**Records supplied:**

# # # # # # #

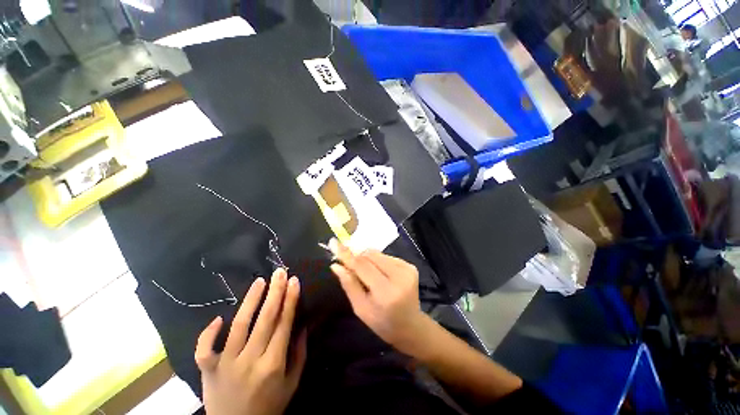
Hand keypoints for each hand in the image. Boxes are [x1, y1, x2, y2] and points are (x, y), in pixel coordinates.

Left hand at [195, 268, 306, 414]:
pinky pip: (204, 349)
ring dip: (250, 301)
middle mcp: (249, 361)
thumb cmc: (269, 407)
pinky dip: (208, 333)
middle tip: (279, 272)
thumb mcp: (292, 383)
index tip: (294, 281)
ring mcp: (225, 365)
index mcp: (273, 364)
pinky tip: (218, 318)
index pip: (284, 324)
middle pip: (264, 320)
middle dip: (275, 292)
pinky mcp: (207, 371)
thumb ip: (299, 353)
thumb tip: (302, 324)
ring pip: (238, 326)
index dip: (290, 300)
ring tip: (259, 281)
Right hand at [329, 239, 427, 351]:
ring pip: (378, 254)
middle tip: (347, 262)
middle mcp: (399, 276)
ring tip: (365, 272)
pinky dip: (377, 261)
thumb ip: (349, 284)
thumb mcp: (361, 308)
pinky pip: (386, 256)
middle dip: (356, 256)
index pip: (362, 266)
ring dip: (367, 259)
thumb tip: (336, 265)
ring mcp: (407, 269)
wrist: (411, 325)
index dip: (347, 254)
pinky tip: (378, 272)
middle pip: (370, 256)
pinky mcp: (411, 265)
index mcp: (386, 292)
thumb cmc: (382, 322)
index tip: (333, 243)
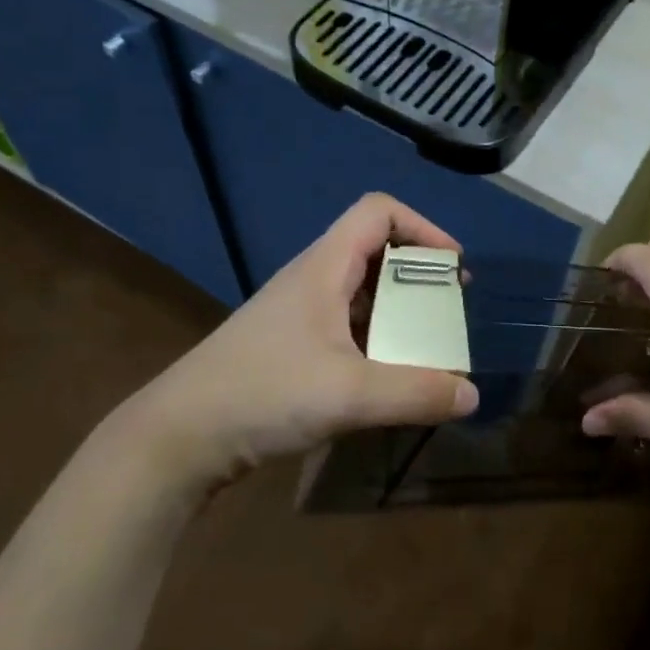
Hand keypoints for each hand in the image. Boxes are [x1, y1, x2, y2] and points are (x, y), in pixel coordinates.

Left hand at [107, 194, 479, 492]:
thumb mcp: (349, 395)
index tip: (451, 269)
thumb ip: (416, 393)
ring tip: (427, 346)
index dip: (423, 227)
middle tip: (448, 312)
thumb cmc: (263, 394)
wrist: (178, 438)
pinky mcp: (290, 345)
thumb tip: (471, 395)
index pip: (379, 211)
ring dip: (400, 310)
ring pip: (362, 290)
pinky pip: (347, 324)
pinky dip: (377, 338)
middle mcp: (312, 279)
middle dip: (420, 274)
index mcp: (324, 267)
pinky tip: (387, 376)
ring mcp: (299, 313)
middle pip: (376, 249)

# # # # # # #

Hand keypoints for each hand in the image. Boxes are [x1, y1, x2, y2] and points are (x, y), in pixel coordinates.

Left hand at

# # # # # # #

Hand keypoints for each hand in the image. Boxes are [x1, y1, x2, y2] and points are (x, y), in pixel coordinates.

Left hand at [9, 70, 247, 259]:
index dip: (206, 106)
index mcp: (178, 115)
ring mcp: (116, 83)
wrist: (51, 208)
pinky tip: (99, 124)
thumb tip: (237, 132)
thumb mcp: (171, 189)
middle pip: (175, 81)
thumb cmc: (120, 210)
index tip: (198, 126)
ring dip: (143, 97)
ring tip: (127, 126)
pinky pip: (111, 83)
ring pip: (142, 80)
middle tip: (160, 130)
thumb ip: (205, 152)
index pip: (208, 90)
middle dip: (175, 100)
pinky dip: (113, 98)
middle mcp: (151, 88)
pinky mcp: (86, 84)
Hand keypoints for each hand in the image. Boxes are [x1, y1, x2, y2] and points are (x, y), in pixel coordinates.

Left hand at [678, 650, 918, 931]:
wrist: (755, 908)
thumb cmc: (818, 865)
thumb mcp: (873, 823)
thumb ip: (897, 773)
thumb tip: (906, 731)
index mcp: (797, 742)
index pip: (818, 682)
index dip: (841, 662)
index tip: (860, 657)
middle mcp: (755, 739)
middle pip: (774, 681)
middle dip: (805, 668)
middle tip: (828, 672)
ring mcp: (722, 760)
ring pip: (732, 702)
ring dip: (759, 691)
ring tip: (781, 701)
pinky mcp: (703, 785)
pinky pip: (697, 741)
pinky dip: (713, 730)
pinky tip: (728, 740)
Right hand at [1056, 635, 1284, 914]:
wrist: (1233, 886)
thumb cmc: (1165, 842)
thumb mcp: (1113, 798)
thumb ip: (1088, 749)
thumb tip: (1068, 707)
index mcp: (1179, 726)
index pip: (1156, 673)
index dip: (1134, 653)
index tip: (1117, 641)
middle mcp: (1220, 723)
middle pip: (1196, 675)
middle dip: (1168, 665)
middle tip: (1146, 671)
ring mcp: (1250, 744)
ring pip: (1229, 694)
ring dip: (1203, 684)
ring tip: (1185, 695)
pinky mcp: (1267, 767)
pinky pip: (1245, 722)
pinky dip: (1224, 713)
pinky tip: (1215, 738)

# # # # # # #

**Goal of the exercise:**
The lines to extract from the data above begin with the line containing "ring mcp: (116, 83)" and end with the line containing "thumb ip: (897, 773)". Extract them exactly, including both.

**Exercise result:**
ring mcp: (116, 83)
wrist: (51, 208)
pinky tip: (99, 124)
thumb tip: (237, 132)
thumb mcp: (171, 189)
middle pip: (175, 81)
thumb cmc: (120, 210)
index tip: (198, 126)
ring dip: (143, 97)
ring tip: (127, 126)
pinky pip: (111, 83)
ring pip: (142, 80)
middle tip: (160, 130)
thumb ip: (205, 152)
index pip: (208, 90)
middle dip: (175, 100)
pinky dip: (113, 98)
middle mcp: (151, 88)
pinky mcp: (86, 84)
Hand keypoints for each hand in the image. Boxes are [x1, y1, x2, y2] and points are (x, y), in pixel coordinates.

Left hand at [678, 650, 918, 931]:
wrist: (755, 908)
thumb cmc: (818, 865)
thumb mcp: (873, 823)
thumb ip: (897, 773)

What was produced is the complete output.